■ The task
Which lines in the records below mention the word "Laurent"? Copy each one out.

Dataset entries
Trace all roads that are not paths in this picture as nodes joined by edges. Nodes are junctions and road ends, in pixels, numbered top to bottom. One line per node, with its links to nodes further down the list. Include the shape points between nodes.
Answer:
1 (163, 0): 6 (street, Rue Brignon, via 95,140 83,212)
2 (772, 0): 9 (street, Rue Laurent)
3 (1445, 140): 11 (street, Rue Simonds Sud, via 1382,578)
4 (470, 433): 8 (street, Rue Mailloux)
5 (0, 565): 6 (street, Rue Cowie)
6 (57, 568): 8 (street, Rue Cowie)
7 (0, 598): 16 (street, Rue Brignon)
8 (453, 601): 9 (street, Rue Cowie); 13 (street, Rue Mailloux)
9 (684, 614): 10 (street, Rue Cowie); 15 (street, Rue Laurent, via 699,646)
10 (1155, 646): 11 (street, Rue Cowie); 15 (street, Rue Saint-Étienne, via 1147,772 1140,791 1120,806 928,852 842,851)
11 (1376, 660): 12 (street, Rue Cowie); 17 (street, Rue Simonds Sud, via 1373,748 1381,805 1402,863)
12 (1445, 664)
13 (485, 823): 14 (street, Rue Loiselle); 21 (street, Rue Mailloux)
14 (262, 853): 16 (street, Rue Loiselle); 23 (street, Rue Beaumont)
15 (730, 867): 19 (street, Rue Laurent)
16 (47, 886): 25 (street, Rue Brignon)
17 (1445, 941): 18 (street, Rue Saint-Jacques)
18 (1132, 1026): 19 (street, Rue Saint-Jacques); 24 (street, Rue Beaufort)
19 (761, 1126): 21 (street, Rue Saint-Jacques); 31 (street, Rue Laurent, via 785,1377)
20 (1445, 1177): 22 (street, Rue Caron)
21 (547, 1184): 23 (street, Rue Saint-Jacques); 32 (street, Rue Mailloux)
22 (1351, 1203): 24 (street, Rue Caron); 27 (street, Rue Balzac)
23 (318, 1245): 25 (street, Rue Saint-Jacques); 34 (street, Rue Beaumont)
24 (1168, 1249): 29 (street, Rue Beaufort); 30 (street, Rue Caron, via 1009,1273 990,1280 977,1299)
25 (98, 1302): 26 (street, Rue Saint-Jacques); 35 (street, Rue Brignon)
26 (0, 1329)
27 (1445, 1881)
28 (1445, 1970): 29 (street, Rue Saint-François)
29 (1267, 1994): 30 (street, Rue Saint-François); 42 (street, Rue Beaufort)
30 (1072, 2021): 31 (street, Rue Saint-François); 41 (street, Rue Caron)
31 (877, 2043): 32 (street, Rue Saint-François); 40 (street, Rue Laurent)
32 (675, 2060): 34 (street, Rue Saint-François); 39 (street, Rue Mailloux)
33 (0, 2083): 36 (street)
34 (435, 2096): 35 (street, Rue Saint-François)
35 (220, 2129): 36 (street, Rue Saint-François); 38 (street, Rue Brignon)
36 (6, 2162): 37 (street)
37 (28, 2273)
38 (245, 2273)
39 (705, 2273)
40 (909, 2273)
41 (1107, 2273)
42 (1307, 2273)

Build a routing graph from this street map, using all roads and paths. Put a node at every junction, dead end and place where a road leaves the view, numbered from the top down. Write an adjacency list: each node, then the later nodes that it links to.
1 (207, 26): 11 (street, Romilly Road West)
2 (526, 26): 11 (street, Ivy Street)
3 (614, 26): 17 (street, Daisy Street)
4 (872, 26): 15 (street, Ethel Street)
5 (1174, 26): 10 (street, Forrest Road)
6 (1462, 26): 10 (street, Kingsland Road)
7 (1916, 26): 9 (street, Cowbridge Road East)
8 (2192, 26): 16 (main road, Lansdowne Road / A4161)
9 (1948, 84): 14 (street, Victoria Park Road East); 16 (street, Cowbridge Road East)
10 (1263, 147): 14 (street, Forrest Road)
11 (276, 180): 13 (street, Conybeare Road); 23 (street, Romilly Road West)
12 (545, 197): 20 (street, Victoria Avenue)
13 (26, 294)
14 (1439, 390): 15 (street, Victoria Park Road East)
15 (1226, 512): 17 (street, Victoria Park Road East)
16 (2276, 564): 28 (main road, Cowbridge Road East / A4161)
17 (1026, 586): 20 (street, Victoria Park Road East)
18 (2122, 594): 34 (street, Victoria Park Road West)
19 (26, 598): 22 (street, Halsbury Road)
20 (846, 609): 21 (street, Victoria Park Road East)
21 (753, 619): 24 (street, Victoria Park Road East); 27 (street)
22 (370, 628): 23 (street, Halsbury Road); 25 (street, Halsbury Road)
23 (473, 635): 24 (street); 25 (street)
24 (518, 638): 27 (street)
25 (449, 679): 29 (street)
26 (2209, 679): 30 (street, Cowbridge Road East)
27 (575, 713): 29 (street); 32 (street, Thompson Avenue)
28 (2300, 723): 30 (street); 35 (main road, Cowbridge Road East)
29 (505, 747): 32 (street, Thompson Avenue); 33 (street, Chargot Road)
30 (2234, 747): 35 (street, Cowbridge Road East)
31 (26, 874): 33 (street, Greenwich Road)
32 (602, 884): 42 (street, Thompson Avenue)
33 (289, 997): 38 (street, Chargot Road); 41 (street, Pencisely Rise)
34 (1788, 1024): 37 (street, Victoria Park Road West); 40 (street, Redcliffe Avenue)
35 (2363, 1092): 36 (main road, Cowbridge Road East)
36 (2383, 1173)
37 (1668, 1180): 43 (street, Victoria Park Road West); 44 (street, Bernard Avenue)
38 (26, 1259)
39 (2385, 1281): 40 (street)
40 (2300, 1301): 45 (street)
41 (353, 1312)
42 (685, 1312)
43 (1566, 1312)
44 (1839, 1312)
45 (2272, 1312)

■ Exercise output
2 (772, 0): 9 (street, Rue Laurent)
9 (684, 614): 10 (street, Rue Cowie); 15 (street, Rue Laurent, via 699,646)
15 (730, 867): 19 (street, Rue Laurent)
19 (761, 1126): 21 (street, Rue Saint-Jacques); 31 (street, Rue Laurent, via 785,1377)
31 (877, 2043): 32 (street, Rue Saint-François); 40 (street, Rue Laurent)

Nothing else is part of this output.